(EXTRACTED DATA):
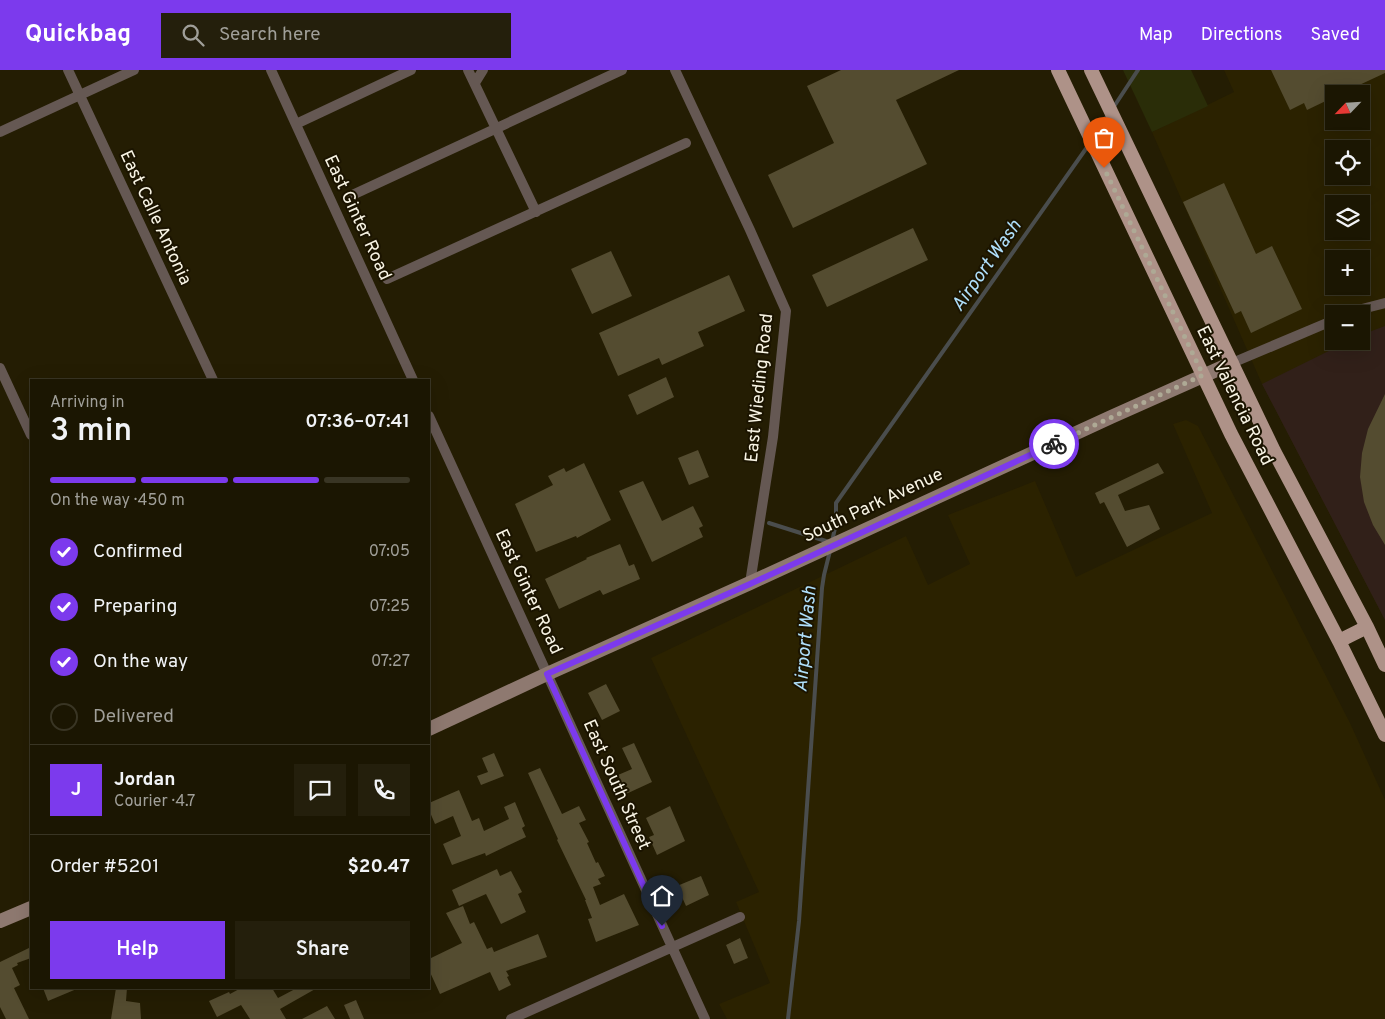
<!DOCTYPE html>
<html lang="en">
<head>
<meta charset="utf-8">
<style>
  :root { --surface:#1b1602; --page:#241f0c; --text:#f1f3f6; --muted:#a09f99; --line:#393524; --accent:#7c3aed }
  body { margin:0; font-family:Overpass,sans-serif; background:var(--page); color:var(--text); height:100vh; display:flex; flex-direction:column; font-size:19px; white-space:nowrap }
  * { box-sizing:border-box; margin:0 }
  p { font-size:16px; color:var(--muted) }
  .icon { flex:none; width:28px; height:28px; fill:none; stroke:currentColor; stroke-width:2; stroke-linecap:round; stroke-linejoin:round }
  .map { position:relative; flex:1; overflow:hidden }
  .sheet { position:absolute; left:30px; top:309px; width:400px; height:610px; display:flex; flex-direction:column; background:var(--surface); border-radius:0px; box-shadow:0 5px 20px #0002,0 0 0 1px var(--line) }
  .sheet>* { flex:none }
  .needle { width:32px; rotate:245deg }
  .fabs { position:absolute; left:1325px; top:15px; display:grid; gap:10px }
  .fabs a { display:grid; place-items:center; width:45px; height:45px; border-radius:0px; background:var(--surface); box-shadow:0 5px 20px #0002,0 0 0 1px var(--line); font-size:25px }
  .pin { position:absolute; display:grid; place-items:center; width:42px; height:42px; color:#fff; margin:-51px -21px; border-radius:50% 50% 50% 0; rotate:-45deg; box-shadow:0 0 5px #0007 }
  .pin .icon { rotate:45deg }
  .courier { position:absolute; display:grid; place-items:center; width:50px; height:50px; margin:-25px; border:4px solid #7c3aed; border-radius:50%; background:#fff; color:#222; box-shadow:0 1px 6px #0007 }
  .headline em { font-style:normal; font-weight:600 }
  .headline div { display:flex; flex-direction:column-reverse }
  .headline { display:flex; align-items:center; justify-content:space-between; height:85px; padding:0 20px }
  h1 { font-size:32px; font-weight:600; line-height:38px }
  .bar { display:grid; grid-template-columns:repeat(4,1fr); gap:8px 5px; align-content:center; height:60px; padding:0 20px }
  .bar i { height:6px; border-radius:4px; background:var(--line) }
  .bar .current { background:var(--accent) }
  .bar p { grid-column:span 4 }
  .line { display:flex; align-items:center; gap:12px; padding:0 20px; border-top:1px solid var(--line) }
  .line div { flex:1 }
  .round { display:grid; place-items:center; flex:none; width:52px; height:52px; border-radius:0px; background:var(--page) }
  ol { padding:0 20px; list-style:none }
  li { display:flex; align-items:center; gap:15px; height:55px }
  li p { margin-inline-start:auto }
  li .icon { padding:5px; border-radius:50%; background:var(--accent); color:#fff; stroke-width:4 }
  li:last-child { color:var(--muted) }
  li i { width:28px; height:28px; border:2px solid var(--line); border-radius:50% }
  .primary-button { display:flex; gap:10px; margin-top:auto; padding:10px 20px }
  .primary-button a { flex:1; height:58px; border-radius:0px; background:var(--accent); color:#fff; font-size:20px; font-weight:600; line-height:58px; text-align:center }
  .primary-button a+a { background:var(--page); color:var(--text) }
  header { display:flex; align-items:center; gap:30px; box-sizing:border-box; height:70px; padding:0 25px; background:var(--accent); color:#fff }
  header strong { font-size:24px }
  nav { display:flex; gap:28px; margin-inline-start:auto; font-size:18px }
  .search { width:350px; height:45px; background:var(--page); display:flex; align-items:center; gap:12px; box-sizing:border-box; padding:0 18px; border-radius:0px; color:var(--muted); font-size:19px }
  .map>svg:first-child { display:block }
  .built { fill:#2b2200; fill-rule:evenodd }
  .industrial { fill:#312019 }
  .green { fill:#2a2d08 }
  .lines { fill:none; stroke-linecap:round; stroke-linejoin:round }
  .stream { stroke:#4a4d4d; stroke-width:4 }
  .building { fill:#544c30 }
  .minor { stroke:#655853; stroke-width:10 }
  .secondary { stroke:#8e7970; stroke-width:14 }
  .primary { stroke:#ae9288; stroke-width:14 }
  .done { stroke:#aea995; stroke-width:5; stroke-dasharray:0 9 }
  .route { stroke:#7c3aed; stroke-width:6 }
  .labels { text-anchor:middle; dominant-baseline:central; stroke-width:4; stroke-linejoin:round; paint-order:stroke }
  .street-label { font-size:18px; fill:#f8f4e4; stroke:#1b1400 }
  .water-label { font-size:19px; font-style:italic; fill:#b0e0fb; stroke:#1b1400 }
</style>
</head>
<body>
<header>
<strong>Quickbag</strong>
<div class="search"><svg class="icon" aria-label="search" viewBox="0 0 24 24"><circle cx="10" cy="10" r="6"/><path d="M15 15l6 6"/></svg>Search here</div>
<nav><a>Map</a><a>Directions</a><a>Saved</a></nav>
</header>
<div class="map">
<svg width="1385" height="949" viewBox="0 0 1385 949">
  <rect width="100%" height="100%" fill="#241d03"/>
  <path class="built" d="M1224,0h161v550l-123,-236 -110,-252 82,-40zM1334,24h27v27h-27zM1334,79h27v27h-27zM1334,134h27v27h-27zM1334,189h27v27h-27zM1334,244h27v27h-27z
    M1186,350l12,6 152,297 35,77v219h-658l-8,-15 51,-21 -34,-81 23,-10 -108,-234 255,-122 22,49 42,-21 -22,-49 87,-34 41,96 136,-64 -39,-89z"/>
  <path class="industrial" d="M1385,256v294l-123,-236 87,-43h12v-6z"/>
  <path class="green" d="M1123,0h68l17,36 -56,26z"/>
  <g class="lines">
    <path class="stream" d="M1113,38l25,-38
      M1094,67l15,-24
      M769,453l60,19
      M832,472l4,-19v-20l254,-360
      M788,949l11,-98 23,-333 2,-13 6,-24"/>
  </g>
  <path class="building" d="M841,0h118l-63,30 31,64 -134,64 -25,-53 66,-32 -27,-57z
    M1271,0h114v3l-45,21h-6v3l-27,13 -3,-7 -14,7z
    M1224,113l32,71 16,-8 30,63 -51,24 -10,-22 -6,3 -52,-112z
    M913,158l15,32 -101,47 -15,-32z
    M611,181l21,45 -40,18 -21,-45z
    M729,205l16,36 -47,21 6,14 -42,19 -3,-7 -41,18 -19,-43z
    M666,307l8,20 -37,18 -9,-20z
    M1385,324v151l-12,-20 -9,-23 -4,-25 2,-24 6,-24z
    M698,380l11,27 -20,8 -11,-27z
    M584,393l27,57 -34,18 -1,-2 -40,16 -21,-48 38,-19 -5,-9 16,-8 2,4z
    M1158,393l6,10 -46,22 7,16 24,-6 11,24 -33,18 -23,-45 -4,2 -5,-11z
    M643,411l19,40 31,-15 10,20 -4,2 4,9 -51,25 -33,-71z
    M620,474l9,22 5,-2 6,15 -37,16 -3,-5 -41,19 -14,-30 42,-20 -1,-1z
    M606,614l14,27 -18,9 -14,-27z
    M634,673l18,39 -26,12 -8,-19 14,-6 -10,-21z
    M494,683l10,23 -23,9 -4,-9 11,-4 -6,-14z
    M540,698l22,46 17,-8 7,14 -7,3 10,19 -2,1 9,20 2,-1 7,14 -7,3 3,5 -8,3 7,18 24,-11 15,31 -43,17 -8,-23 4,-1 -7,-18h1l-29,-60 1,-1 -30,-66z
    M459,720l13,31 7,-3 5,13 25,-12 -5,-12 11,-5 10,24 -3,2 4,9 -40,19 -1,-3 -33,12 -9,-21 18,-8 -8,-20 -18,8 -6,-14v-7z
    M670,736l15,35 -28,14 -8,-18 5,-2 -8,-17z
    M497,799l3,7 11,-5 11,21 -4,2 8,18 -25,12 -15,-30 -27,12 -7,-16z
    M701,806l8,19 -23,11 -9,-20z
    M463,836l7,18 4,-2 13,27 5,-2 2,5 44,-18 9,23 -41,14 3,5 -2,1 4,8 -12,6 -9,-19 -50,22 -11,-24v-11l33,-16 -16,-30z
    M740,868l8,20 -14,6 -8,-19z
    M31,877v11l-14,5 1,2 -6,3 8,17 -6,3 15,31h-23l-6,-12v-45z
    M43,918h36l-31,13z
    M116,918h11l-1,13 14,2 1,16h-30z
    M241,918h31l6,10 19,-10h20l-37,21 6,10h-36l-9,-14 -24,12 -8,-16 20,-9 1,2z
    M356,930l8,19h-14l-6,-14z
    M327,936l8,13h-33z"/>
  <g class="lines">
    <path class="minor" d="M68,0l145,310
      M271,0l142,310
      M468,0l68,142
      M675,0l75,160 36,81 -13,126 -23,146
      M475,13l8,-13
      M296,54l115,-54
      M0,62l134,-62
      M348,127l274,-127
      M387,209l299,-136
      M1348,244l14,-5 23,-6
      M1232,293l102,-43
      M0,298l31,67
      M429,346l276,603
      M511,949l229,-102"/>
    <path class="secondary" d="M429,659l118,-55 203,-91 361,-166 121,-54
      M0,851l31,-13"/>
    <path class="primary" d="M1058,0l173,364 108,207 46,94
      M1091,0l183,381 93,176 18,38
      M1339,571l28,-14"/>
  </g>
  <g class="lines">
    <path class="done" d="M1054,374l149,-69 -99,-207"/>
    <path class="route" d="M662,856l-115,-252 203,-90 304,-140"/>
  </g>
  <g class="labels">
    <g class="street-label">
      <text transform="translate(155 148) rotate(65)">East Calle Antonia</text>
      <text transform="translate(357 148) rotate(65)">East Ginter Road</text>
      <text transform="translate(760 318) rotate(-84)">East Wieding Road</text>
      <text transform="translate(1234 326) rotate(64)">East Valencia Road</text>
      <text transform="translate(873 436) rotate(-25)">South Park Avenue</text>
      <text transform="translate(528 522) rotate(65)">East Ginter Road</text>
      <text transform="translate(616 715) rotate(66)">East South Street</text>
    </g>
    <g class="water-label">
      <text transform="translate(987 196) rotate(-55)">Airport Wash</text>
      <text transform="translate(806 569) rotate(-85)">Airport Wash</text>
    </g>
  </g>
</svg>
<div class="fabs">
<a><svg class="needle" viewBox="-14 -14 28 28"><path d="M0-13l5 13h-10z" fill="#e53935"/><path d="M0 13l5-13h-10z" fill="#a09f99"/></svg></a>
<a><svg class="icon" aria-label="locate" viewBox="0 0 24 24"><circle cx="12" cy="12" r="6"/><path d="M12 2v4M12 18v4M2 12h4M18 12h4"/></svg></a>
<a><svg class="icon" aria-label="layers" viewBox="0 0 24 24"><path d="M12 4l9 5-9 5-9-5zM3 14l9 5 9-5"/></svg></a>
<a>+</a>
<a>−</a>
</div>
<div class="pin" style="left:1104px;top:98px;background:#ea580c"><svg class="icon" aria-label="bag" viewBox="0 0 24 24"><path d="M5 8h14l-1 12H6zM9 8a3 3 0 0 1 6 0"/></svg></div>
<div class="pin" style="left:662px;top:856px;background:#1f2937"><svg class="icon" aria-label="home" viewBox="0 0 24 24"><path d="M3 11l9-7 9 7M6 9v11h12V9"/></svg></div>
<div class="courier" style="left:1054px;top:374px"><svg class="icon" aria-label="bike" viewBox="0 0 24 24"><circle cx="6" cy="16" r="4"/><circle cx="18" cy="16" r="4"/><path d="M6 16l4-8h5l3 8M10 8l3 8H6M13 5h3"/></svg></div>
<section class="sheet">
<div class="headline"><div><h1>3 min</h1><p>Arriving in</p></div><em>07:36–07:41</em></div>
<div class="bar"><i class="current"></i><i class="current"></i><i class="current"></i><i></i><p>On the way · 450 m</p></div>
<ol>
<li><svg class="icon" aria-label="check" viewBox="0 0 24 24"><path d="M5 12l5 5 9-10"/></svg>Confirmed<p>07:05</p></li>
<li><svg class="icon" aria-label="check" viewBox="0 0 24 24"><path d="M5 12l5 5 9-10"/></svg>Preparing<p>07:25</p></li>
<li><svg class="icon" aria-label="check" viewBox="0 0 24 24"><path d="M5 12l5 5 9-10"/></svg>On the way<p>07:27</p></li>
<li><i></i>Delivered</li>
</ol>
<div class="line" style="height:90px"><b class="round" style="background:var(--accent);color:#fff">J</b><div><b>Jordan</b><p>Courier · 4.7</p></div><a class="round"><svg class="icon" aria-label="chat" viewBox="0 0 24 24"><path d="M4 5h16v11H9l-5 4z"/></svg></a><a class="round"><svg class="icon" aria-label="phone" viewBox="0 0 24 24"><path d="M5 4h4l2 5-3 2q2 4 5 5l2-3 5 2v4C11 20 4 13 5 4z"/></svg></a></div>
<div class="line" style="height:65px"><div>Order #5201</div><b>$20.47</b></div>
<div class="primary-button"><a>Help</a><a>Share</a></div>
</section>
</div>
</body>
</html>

(WHAT IS EXPECTED): Take every line in the preceding listing that contains "align" and copy it.

(EXPECTED OUTPUT):
  .headline { display:flex; align-items:center; justify-content:space-between; height:85px; padding:0 20px }
  .bar { display:grid; grid-template-columns:repeat(4,1fr); gap:8px 5px; align-content:center; height:60px; padding:0 20px }
  .line { display:flex; align-items:center; gap:12px; padding:0 20px; border-top:1px solid var(--line) }
  li { display:flex; align-items:center; gap:15px; height:55px }
  .primary-button a { flex:1; height:58px; border-radius:0px; background:var(--accent); color:#fff; font-size:20px; font-weight:600; line-height:58px; text-align:center }
  header { display:flex; align-items:center; gap:30px; box-sizing:border-box; height:70px; padding:0 25px; background:var(--accent); color:#fff }
  .search { width:350px; height:45px; background:var(--page); display:flex; align-items:center; gap:12px; box-sizing:border-box; padding:0 18px; border-radius:0px; color:var(--muted); font-size:19px }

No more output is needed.